Fix Inconsistencies with EvalCallback tensorboard logs (#492)

* Make EvalCallback dump the evaluation logs it records #457. * Make test deterministic Co-authored-by: Antonin Raffin <antonin.raffin@ensta.org>
2026-07-24 19:43:50 +00:00 · 2021-07-01 14:43:08 +01:00 · 2021-07-01 14:43:08 +01:00 · abbf48e93e
commit abbf48e93e
parent 066e1409d9
3 changed files with 32 additions and 1 deletions
--- a/docs/misc/changelog.rst
+++ b/docs/misc/changelog.rst
@ -60,6 +60,7 @@ Bug Fixes:
 - Fixed saving of ``A2C`` and ``PPO`` policy when using gSDE (thanks @liusida)
 - Fixed a bug where no output would be shown even if ``verbose>=1`` after passing ``verbose=0`` once
 - Fixed observation buffers dtype in DictReplayBuffer (@c-rizz)

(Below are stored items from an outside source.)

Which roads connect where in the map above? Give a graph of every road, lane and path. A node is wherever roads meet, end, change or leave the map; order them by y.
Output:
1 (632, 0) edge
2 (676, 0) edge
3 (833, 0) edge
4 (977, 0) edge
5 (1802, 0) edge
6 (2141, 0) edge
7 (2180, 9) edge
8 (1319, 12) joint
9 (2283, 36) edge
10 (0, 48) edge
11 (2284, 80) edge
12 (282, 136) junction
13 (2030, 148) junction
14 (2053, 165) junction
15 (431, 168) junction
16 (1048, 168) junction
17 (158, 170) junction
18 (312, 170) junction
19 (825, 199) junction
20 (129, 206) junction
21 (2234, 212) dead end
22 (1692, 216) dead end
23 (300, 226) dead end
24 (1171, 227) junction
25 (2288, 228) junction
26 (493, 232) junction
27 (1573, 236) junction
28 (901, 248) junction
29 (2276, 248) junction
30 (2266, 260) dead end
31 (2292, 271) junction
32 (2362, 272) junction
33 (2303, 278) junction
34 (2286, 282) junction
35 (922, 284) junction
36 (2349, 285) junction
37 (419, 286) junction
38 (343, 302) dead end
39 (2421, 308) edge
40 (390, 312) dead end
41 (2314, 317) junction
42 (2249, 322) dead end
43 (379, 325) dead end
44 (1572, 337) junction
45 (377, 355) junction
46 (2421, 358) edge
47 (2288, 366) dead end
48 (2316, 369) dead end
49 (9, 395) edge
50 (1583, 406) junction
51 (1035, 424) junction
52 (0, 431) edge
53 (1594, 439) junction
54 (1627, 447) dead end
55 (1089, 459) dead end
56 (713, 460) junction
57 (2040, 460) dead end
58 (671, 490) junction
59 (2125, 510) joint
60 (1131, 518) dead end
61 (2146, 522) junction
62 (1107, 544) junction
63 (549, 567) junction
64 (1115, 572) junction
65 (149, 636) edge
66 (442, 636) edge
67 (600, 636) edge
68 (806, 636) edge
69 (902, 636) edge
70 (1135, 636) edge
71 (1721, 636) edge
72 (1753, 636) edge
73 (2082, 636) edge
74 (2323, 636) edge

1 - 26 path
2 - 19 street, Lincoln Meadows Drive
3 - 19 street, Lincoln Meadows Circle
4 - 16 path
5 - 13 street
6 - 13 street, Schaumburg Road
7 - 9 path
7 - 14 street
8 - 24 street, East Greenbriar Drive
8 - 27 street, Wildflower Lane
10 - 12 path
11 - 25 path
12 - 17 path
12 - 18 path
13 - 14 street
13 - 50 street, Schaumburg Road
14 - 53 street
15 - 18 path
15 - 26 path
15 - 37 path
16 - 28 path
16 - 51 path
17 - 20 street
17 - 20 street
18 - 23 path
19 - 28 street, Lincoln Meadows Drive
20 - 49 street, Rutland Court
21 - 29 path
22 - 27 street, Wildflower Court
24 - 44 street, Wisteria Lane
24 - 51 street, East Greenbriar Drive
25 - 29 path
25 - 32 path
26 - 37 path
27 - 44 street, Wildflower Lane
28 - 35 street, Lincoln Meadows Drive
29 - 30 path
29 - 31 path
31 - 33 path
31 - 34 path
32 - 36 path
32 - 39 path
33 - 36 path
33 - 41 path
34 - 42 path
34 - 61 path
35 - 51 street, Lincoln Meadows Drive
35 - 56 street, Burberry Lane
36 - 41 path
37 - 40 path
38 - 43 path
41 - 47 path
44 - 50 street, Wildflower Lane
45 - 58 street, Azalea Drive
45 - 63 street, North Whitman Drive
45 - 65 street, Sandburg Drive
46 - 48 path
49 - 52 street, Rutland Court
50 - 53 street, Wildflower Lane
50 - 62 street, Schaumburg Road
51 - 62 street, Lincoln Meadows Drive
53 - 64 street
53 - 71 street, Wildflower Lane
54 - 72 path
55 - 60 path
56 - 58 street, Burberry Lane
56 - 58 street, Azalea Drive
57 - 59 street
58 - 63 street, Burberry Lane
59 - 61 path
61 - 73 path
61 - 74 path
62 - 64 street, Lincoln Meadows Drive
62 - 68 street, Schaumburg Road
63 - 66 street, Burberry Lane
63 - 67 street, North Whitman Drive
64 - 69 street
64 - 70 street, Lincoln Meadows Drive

+- Fixed EvalCallback tensorboard logs being logged with the incorrect timestep. They are now written with the timestep at which they were recorded. (@skandermoalla)

 Deprecations:
 ^^^^^^^^^^^^^
@ -707,4 +708,4 @@ And all the contributors:
@diditforlulz273 @liorcohen5 @ManifoldFR @mloo3 @SwamyDev @wmmc88 @megan-klaiber @thisray
@tfederico @hn2 @LucasAlegre @AptX395 @zampanteymedio @JadenTravnik @decodyng @ardabbour @lorenz-h @mschweizer @lorepieri8 @vwxyzjn
@ShangqunYu @PierreExeter @JacopoPan @ltbd78 @tom-doerr @Atlis @liusida @09tangriro @amy12xx @juancroldan @benblack769 @bstee615
-@c-rizz
+@c-rizz @skandermoalla
--- a/stable_baselines3/common/callbacks.py
+++ b/stable_baselines3/common/callbacks.py
@ -414,6 +414,10 @@ class EvalCallback(EventCallback):
                    print(f"Success rate: {100 * success_rate:.2f}%")

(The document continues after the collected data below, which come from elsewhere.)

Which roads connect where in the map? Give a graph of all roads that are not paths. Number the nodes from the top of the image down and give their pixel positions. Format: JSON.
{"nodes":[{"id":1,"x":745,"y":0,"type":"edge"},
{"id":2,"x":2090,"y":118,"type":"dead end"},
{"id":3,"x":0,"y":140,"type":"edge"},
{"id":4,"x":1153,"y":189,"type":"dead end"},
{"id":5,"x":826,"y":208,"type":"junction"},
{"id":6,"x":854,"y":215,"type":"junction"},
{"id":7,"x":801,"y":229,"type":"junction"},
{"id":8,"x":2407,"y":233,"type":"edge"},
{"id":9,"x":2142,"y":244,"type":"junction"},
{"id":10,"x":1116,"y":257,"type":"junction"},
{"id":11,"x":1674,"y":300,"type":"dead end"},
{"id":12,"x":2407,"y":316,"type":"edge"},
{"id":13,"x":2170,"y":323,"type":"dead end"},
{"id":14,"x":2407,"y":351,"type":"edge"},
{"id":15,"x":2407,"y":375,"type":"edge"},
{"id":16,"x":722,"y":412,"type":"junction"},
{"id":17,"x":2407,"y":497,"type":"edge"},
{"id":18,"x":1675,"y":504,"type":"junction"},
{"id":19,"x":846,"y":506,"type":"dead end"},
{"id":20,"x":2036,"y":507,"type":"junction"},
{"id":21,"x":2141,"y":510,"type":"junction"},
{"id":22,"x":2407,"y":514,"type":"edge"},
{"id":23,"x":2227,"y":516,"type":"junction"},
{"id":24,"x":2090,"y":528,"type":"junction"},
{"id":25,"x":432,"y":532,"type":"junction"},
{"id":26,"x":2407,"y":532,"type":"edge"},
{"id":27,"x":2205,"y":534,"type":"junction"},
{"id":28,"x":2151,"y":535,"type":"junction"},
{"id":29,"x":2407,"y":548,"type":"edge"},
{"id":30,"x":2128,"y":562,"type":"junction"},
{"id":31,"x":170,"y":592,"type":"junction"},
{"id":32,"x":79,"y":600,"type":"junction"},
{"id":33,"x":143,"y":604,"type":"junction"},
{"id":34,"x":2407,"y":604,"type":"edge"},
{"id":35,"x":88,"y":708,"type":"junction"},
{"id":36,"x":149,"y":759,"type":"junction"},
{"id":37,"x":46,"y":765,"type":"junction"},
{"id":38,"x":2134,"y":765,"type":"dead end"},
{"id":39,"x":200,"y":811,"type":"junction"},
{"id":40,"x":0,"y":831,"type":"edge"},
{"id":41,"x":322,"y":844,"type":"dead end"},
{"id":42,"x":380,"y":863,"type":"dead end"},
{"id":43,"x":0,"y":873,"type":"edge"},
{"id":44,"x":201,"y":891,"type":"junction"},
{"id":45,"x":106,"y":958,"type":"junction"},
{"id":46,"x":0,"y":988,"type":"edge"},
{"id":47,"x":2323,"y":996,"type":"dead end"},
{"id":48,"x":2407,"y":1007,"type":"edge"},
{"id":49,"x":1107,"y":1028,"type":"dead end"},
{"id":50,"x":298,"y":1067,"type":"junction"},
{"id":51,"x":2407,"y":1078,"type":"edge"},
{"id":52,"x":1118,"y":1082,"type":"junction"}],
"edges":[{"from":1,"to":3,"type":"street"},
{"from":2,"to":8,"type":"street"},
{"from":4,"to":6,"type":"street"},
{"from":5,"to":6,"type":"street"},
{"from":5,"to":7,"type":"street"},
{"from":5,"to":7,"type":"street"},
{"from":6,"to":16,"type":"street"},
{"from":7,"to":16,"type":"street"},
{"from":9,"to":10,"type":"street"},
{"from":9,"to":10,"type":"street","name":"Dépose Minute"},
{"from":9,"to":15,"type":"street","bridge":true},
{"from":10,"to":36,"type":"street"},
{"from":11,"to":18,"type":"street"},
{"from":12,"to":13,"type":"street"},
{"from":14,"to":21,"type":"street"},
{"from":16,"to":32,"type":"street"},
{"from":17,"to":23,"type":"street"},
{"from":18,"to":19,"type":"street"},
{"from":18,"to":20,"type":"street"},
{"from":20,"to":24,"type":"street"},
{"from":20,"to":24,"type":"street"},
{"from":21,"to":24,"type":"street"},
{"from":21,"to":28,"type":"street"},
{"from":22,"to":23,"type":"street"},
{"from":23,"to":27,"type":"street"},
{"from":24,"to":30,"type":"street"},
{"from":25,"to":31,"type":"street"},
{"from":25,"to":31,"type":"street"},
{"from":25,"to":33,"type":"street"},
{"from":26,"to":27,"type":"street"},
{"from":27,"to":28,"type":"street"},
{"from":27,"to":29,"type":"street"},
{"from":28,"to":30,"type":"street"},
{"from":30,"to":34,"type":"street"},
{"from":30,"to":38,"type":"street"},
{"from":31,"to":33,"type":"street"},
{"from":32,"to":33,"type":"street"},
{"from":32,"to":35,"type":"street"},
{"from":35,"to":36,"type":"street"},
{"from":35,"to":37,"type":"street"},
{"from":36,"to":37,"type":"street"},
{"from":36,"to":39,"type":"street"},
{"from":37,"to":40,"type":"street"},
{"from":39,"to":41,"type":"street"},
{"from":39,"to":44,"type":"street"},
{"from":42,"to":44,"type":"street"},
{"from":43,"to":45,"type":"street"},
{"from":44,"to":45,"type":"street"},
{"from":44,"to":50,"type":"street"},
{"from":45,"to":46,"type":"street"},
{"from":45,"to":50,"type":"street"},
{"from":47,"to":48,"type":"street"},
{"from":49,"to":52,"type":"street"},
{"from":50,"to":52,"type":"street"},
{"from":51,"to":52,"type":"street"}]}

                self.logger.record("eval/success_rate", success_rate)

+            # Dump log so the evaluation results are printed with the correct timestep
+            self.logger.record("time/total timesteps", self.num_timesteps, exclude="tensorboard")
+            self.logger.dump(self.num_timesteps)
+
            if mean_reward > self.best_mean_reward:
                if self.verbose > 0:
                    print("New best mean reward!")

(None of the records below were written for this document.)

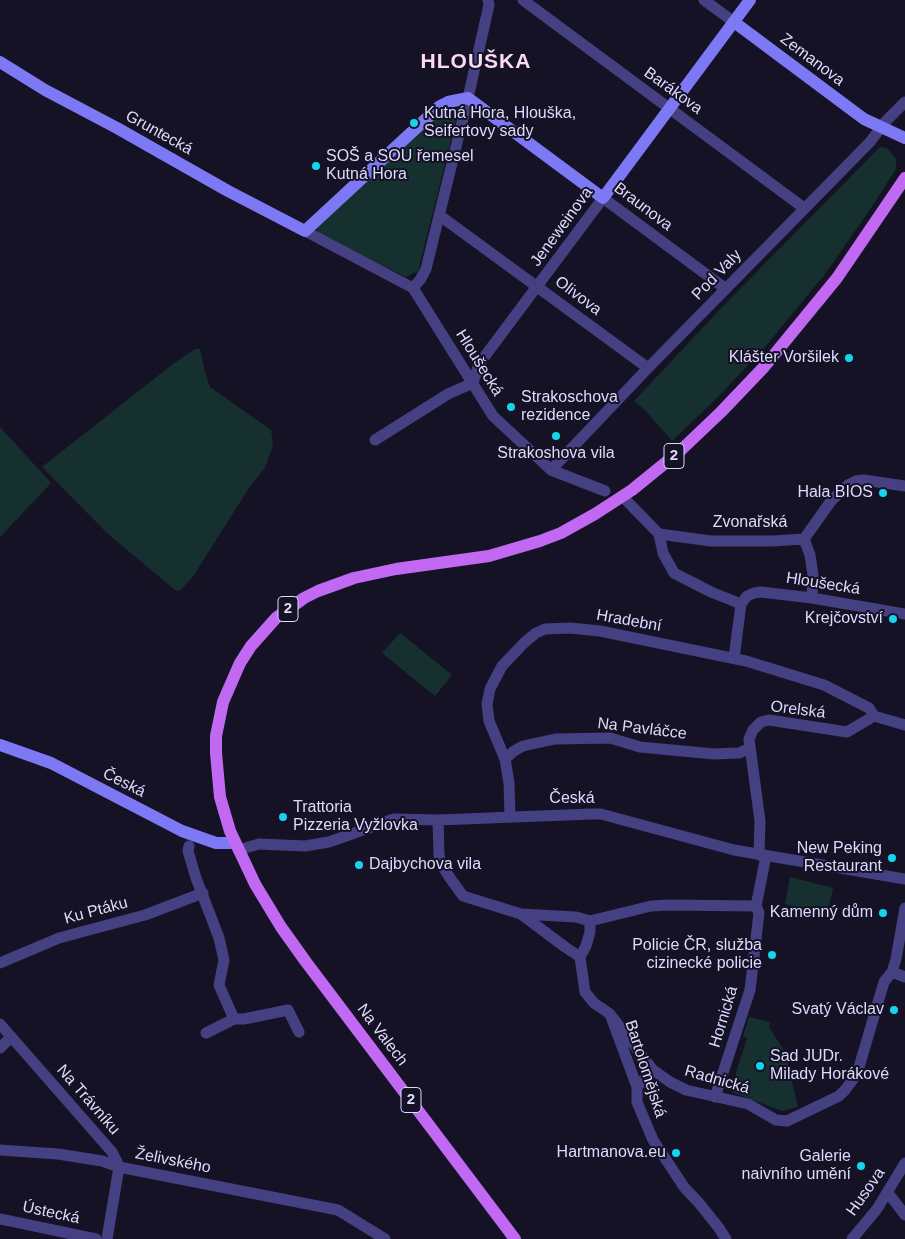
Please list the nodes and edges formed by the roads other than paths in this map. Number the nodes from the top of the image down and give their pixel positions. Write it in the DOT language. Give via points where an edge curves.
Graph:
graph roads {
  1 [pos="488,0"];
  2 [pos="523,0"];
  3 [pos="704,0"];
  4 [pos="750,0"];
  5 [pos="734,22"];
  6 [pos="0,62"];
  7 [pos="468,98"];
  8 [pos="905,102"];
  9 [pos="669,109"];
  10 [pos="881,128"];
  11 [pos="905,138"];
  12 [pos="905,178"];
  13 [pos="603,198"];
  14 [pos="804,208"];
  15 [pos="439,215"];
  16 [pos="305,231"];
  17 [pos="538,286"];
  18 [pos="413,288"];
  19 [pos="726,289"];
  20 [pos="648,368"];
  21 [pos="473,383"];
  22 [pos="374,440"];
  23 [pos="551,470"];
  24 [pos="905,486"];
  25 [pos="605,491"];
  26 [pos="623,497"];
  27 [pos="659,534"];
  28 [pos="804,539"];
  29 [pos="812,598"];
  30 [pos="741,604"];
  31 [pos="905,614"];
  32 [pos="734,658"];
  33 [pos="874,716"];
  34 [pos="905,725"];
  35 [pos="0,745"];
  36 [pos="750,748"];
  37 [pos="505,759"];
  38 [pos="510,816"];
  39 [pos="438,820"];
  40 [pos="188,846"];
  41 [pos="237,846"];
  42 [pos="763,856"];
  43 [pos="905,880"];
  44 [pos="203,893"];
  45 [pos="756,906"];
  46 [pos="905,908"];
  47 [pos="521,914"];
  48 [pos="590,921"];
  49 [pos="580,957"];
  50 [pos="0,963"];
  51 [pos="892,972"];
  52 [pos="905,977"];
  53 [pos="610,1014"];
  54 [pos="234,1019"];
  55 [pos="0,1024"];
  56 [pos="299,1032"];
  57 [pos="206,1033"];
  58 [pos="11,1037"];
  59 [pos="0,1048"];
  60 [pos="653,1070"];
  61 [pos="637,1087"];
  62 [pos="715,1097"];
  63 [pos="0,1150"];
  64 [pos="905,1163"];
  65 [pos="119,1167"];
  66 [pos="888,1193"];
  67 [pos="905,1215"];
  68 [pos="0,1219"];
  69 [pos="96,1239"];
  70 [pos="107,1239"];
  71 [pos="384,1239"];
  72 [pos="515,1239"];
  73 [pos="726,1239"];
  74 [pos="852,1239"];
  1 -- 7 [label="street"];
  2 -- 9 [label="street, Barákova"];
  3 -- 5 [label="street, Zemanova"];
  4 -- 5 [label="street, Jeneweinova"];
  5 -- 9 [label="street, Jeneweinova"];
  5 -- 10 [label="street, Zemanova" via="864,119"];
  6 -- 16 [label="street, Gruntecká" via="45,90"];
  7 -- 13 [label="street, Braunova"];
  7 -- 15 [label="street"];
  7 -- 16 [label="street" via="440,106"];
  8 -- 10 [label="street, Pod Valy"];
  9 -- 13 [label="street, Jeneweinova"];
  9 -- 14 [label="street, Barákova"];
  10 -- 11 [label="street, Zemanova"];
  10 -- 14 [label="street, Pod Valy"];
  12 -- 26 [label="main road, 2" via="816,305 764,367 680,451"];
  13 -- 17 [label="street, Jeneweinova"];
  13 -- 19 [label="street, Braunova"];
  14 -- 19 [label="street, Pod Valy"];
  15 -- 17 [label="street, Olivova"];
  15 -- 18 [label="street" via="426,268"];
  16 -- 18 [label="street"];
  17 -- 20 [label="street, Olivova"];
  17 -- 21 [label="street, Jeneweinova" via="479,364"];
  18 -- 21 [label="street, Hloušecká"];
  19 -- 20 [label="street, Pod Valy"];
  20 -- 23 [label="street, Pod Valy"];
  21 -- 22 [label="street" via="448,394"];
  21 -- 23 [label="street, Hloušecká" via="493,416"];
  23 -- 25 [label="street, Hloušecká"];
  24 -- 28 [label="street, Zvonařská" via="864,480 848,485 831,501"];
  26 -- 27 [label="street"];
  26 -- 41 [label="main road, 2" via="561,533 540,541 489,556 354,578 304,598 276,618 255,640 240,663 218,722 218,783 223,809"];
  27 -- 28 [label="street, Zvonařská" via="711,540 773,542"];
  27 -- 30 [label="street" via="663,553 674,573"];
  28 -- 29 [label="street" via="813,575"];
  29 -- 30 [label="street, Hloušecká" via="754,592"];
  29 -- 31 [label="street, Hloušecká"];
  30 -- 32 [label="street"];
  32 -- 33 [label="street, Hradební" via="824,685 869,708"];
  32 -- 37 [label="street, Hradební" via="600,631 570,628 546,629 536,633 502,666 490,689 487,704 489,721"];
  33 -- 34 [label="street, Hradební"];
  33 -- 36 [label="street, Orelská" via="847,732 776,721 761,722 749,739"];
  35 -- 41 [label="street, Česká" via="51,763 182,831 216,843"];
  36 -- 37 [label="street, Na Pavláčce" via="739,753 714,754 640,747 610,738 555,738 523,746"];
  36 -- 42 [label="street, Orelská"];
  37 -- 38 [label="street, Hradební"];
  38 -- 39 [label="street, Česká"];
  38 -- 42 [label="street, Česká" via="601,814"];
  39 -- 41 [label="street, Česká" via="394,819 329,842 305,846"];
  39 -- 47 [label="street" via="440,862 464,896"];
  40 -- 44 [label="street"];
  41 -- 72 [label="main road, Na Valech / 2" via="269,907 306,962"];
  42 -- 43 [label="street, Česká"];
  42 -- 45 [label="street, Hornická"];
  44 -- 50 [label="street, Ku Ptáku" via="145,915 59,938"];
  44 -- 54 [label="street" via="224,960 219,985"];
  45 -- 48 [label="street" via="659,905"];
  45 -- 62 [label="street, Hornická" via="760,913 750,990"];
  46 -- 51 [label="street, Radnická"];
  47 -- 48 [label="street" via="576,917"];
  47 -- 49 [label="street"];
  48 -- 49 [label="street" via="588,939"];
  49 -- 53 [label="street, Bartolomějská" via="585,992"];
  51 -- 52 [label="street"];
  51 -- 62 [label="street, Radnická" via="884,982 857,1074 838,1096 787,1121 776,1120 748,1104"];
  53 -- 60 [label="street, Radnická"];
  53 -- 61 [label="street, Bartolomějská"];
  54 -- 56 [label="street" via="288,1010"];
  54 -- 57 [label="street"];
  55 -- 58 [label="street, Na Trávníku"];
  58 -- 59 [label="street"];
  58 -- 65 [label="street, Na Trávníku" via="112,1152"];
  60 -- 61 [label="street"];
  60 -- 62 [label="street, Radnická" via="678,1087"];
  61 -- 73 [label="street, Bartolomějská" via="637,1102 652,1140 684,1187"];
  63 -- 65 [label="street, Želivského" via="58,1154"];
  64 -- 66 [label="street, Husova"];
  65 -- 70 [label="street"];
  65 -- 71 [label="street, Želivského" via="338,1210"];
  66 -- 67 [label="street"];
  66 -- 74 [label="street, Husova"];
  68 -- 69 [label="street, Ústecká"];
}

--- a/tests/test_callbacks.py
+++ b/tests/test_callbacks.py
@ -141,3 +141,29 @@ def test_eval_success_logging(tmp_path):
    assert len(eval_callback._is_success_buffer) > 0
    # More than 50% success rate
    assert np.mean(eval_callback._is_success_buffer) > 0.5
+
+
+def test_eval_callback_logs_are_written_with_the_correct_timestep(tmp_path):
+    # Skip if no tensorboard installed
+    pytest.importorskip("tensorboard")
+    from tensorboard.backend.event_processing.event_accumulator import EventAccumulator
+
+    env_name = select_env(DQN)
+    model = DQN(
+        "MlpPolicy",
+        env_name,
+        policy_kwargs=dict(net_arch=[32]),
+        tensorboard_log=tmp_path,
+        verbose=1,
+        seed=1,
+    )
+
+    eval_env = gym.make(env_name)
+    eval_freq = 101
+    eval_callback = EvalCallback(eval_env, eval_freq=eval_freq, warn=False)
+    model.learn(500, callback=eval_callback)
+
+    acc = EventAccumulator(str(tmp_path / "DQN_1"))
+    acc.Reload()
+    for event in acc.scalars.Items("eval/mean_reward"):
+        assert event.step % eval_freq == 0